1984 novel by Dalene Matthee

Circles in a Forest is a novel by Dalene Matthee, originally written and published in Afrikaans as Kringe in 'n Bos in 1984. It is the first book in her series of four "forest novels", set in the Knysna forest. The other three "forest novels" are Fiela se Kind (Fiela’s Child) published in 1985, Moerbeibos (The Mulberry Forest) published in 1987 and Toorbos (Dreamforest, later translated as Karoelina’s Forest) published in 2003. Circles in a Forest became a best-seller and has been translated into English, Portuguese, Dutch, French, Icelandic, Spanish, Hebrew, German, Swedish, Italian, Finnish and Norwegian.

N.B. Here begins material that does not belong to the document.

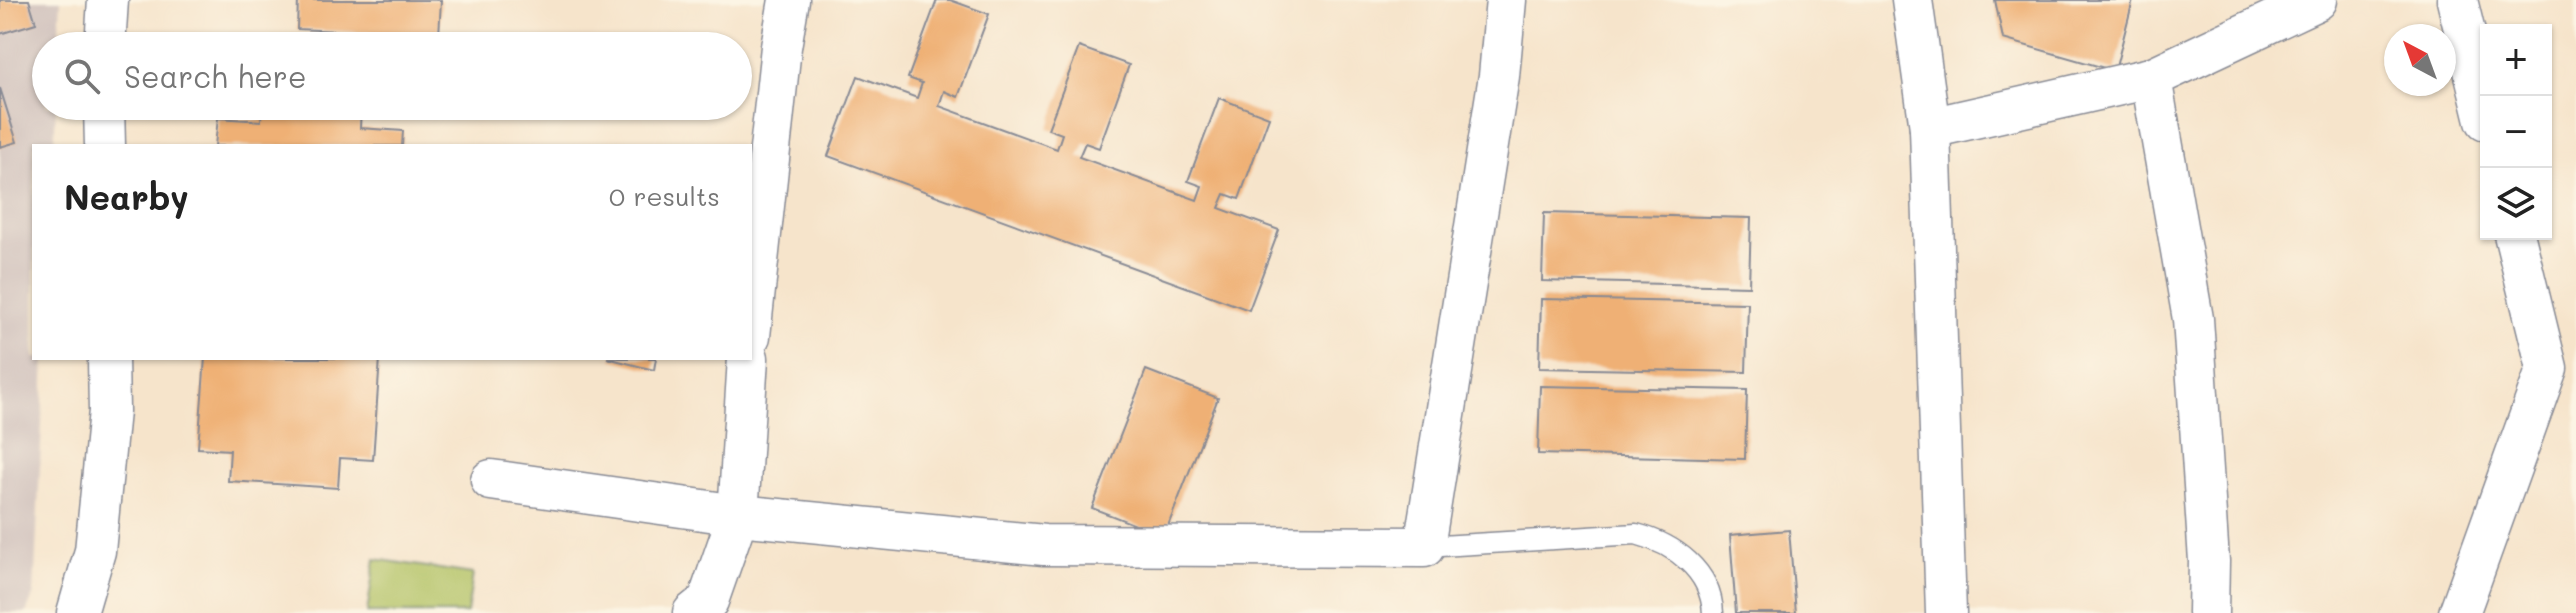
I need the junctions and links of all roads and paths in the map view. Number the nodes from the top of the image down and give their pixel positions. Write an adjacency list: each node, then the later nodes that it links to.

The novel is a coming-of-age story about an Afrikaans woodcutter named Saul Barnard, set in and around the South African town of Knysna in the nineteenth century, focusing on the impact of a gold rush on the Outeniqua forest, its Afrikaans and Khoekhoe residents and the Knysna elephants.

==Film==
The story was made into an English film Circles in a Forest in 1989.